This was the first stabilization technique I ever tried and it failed miserably for me :( At least I now know to try something else :)

on May 28, 2012, 10:43 PM
#10

I guess I'm one of the unlucky ones. It always causes me to wake up.

Tbh, I haven't really tried it so much because I'd rather not wake up, but I might give it another go. It has always caused me to go back to my physical body, but then I've only tried it when the dream was fading.

on Feb 6, 2013, 10:24 AM
#11

Below is an excerpt of my final paper this past December. It states my first remembered experience with spinning in my dreams. The thing is--every time I have spun in my dreams I am not lucid, but since that first night of spinning I instinctively do it for continued dreaming energy (I usually dance the way I do in the waking realm..very tai chi-esque so it works well for me, and my dancing to heal is also instinctual). I never really thought about that fact before today. I think it is because I consider my dream life as important and as "real" as this waking realm. I think the reason for my blurred lines came from stopping tryingto control my dreams. Once I had done that for a long while my nightmares seemed to give up even trying to haunt me heehee. So Although the dream below might seem terrifying to the average dreamer it was more movie like and matter-of-factly for me. (the details I couldn't add to a school paper would make for an excellent movie scene too boot),, Oh, and this neat book was compiled by Malcom Godwin : )

"Have you ever had a dream that you were flying or running and suddenly you ran out of steam? It used to happen to me quite a bit in my dreams. One night I was in a dream situation where an ancient Mongolian army had taken me hostage, and clearly planned on doing unspeakable things to me. I attempted to float up and fly away from the situation, but I had no steam. I was floating up so slowly that some of the men noticed and started towards me. I took a breath and extended my arms out and set myself to spinning. As soon as I began spinning I shot up into the air and out of harm’s way! A year later I was reading The Lucid Dreamer and saw a picture of dancing dervishes. The caption read: “The Sufis of both Persia and India used lucid dreaming extensively in their meditations. One of the most effective methods to maintain lucidity within a dream if it begins to fade is to start whirling.” (Godwin) telling you how excited I was in that moment would be a huge understatement. I had learned a skill on my own that was documented decades before my time. "

on Jul 24, 2013, 06:21 PM
#12

It causes me to either fly :? or wake up.

on Jul 25, 2013, 03:08 PM
#13

I use this if my dreamscene is getting boring, or I want something new. I spin really fast, and when i regain the ability to normally see i am in a new place. I do not close my eyes because whenever im lucid, even blinking, as soon as my eyes close in the dream they open in the real world.
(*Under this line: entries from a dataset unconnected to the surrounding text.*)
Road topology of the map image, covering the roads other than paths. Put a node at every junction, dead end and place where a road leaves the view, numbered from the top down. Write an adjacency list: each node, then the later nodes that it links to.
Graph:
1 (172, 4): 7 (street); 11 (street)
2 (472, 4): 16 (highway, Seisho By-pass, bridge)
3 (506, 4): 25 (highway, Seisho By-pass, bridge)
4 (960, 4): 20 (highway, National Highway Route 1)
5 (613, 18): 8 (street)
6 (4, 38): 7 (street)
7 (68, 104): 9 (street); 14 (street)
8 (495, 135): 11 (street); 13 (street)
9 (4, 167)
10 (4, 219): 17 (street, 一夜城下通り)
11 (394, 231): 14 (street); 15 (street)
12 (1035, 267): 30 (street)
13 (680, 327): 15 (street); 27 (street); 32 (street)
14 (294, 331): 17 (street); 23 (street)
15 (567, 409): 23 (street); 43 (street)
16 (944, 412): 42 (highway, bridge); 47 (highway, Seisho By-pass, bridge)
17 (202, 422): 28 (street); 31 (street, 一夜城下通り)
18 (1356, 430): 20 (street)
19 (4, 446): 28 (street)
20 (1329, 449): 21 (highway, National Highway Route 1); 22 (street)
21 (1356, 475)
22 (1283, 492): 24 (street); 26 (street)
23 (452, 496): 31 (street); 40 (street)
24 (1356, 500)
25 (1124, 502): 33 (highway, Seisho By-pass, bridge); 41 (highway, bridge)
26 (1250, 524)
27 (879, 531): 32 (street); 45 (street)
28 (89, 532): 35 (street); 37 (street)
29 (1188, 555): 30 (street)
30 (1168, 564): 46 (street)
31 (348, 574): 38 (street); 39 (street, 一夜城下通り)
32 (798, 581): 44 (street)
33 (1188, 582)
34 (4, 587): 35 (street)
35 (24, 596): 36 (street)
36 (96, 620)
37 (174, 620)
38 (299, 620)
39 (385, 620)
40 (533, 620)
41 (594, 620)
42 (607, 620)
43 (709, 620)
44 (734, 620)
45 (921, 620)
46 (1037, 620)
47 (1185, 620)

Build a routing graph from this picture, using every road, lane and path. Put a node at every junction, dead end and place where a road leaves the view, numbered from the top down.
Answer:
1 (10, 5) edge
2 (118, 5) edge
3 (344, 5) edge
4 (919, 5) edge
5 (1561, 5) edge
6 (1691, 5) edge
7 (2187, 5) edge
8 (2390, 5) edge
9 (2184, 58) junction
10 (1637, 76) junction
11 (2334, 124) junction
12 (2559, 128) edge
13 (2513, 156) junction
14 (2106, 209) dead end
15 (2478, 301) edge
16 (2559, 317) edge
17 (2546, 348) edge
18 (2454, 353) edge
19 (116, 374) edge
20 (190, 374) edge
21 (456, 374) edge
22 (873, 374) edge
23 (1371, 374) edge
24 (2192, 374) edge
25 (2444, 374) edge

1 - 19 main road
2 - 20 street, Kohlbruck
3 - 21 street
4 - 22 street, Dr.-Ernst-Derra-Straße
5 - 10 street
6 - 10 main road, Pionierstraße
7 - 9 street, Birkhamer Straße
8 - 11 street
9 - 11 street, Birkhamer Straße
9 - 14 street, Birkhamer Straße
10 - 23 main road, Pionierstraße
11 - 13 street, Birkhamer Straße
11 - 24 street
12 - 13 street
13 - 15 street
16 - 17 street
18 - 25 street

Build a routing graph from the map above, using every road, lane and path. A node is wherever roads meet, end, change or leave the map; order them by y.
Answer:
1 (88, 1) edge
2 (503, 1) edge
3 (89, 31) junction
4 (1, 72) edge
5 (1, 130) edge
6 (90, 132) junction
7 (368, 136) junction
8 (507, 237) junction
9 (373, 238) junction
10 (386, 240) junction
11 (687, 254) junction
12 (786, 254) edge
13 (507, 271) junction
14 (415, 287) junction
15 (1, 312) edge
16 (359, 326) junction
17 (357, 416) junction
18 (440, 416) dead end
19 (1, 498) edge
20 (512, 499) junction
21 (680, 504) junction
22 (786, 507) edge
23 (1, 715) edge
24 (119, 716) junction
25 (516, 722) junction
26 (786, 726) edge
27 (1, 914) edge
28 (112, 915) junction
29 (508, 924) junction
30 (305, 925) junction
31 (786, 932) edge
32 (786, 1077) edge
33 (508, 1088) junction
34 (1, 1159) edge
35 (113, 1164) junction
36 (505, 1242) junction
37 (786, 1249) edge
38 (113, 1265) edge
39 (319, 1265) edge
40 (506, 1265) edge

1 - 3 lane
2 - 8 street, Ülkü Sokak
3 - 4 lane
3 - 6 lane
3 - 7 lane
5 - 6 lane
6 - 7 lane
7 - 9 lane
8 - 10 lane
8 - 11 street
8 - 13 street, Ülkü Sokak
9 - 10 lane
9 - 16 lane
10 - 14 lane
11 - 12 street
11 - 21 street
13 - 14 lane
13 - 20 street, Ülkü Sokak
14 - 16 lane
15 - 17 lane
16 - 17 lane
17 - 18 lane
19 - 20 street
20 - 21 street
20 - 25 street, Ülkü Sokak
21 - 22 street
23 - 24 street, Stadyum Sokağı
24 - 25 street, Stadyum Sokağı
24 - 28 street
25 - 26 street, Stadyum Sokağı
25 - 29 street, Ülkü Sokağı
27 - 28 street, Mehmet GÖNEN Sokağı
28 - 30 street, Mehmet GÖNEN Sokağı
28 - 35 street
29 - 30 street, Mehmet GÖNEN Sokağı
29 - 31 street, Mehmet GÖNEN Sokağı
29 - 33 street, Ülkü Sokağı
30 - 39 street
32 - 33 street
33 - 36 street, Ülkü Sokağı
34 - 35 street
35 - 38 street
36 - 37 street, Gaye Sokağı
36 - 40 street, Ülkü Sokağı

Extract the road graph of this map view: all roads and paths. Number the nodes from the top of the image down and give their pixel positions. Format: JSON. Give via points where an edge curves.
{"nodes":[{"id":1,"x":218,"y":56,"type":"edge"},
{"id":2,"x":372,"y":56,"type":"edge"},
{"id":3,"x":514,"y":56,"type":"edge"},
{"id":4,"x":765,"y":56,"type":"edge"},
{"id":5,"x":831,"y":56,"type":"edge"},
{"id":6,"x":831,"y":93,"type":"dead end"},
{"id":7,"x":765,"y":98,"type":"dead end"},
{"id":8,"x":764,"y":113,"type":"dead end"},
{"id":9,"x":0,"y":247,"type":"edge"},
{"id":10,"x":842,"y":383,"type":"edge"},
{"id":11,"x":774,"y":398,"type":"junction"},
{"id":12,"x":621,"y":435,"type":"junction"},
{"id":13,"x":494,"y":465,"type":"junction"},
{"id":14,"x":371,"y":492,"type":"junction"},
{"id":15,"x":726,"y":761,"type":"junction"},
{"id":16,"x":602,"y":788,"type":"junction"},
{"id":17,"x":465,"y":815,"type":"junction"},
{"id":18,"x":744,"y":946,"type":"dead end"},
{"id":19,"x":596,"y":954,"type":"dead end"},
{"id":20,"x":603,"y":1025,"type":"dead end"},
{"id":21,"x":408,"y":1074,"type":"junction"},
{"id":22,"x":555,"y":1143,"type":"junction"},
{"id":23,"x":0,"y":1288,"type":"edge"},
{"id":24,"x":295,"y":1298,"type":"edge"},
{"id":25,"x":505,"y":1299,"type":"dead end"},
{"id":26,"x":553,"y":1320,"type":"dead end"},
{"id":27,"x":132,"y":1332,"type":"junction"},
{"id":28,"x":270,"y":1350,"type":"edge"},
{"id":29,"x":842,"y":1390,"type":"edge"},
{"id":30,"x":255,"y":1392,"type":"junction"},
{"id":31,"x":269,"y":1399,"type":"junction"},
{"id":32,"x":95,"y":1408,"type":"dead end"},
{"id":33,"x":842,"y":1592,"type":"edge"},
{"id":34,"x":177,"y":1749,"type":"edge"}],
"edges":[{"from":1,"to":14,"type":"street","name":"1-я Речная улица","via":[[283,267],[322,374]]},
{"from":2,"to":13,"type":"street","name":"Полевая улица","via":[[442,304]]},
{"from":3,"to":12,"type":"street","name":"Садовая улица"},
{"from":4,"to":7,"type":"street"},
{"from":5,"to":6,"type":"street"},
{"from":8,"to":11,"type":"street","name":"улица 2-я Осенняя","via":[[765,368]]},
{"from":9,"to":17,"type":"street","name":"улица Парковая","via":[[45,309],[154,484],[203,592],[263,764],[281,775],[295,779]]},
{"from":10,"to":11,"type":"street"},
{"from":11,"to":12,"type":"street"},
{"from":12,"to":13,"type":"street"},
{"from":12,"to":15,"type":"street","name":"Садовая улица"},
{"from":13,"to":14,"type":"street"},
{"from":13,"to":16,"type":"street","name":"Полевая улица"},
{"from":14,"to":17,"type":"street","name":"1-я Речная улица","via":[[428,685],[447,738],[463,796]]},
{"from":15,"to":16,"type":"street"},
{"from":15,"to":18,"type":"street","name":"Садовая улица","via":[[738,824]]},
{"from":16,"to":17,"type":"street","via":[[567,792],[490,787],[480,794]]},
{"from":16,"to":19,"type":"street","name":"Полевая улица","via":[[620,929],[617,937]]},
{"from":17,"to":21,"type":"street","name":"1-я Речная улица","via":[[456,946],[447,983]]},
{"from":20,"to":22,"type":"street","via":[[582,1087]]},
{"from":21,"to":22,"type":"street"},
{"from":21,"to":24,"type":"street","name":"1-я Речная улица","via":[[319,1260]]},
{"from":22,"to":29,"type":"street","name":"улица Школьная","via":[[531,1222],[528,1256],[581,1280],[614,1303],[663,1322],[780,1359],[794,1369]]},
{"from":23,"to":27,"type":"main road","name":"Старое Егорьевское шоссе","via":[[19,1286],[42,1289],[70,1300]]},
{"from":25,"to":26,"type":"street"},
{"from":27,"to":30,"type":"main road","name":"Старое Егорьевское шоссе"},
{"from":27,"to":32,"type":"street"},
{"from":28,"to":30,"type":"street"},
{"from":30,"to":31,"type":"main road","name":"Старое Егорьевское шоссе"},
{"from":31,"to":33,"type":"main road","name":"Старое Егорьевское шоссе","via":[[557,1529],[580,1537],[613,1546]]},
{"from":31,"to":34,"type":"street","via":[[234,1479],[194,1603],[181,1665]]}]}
[ Post made via iPhone ] Image

on Aug 28, 2013, 05:39 AM
#14

Any kind of willed conscious moving can increase lucidity. Maybe rubbing hands together would be a safer thing to do as its far less likely to make one wake up.

Spinning carries the risk of completely disconnecting a person from a dream (that is the very reason why it is used to change dream scenes!), not so good thou if one is struggling to stay in a dream in the first place and needing all the dream senses to help to stay in one. Its the opposite action to immersing yourself into a dream.

on Oct 18, 2013, 01:15 PM
#15

I sometimes try spinning, and it keeps me in the dream longer, but if I was focusing on something, it becomes harder to investigate it, as the details get shrouded. :|

on Oct 21, 2013, 08:01 PM
#16

First time I tried it in order to stabilize and stop myself from waking up, it worked for just a few seconds... then I woke up anyway. Other times it just caused me to wake up, since my lucid dreams are quite fragile. I think it might be better to rub your hands (another technique to stabilize your dream). Haven't tried it yet though.

on Jan 1, 2014, 08:14 AM
#17

I'm reading one of Stevens books now actually and read about this technique but when I tried in the dream that night after things started to "go away" I actually woke up in a sleep paralysis state where I jumped out of my body with a second. I wasn't sure whether I was dreaming about this part or whether I was actually experiencing SP. But he was right in the part of concentrating on something in the dream as I can now have long lasting dreams where i drop in and out of scenes but never wake up or lose lucidity

on Apr 25, 2014, 07:20 PM
#18

I've found that waving my hands around while flying helps me stay in the dream. I don't know if you need to be flying first, though.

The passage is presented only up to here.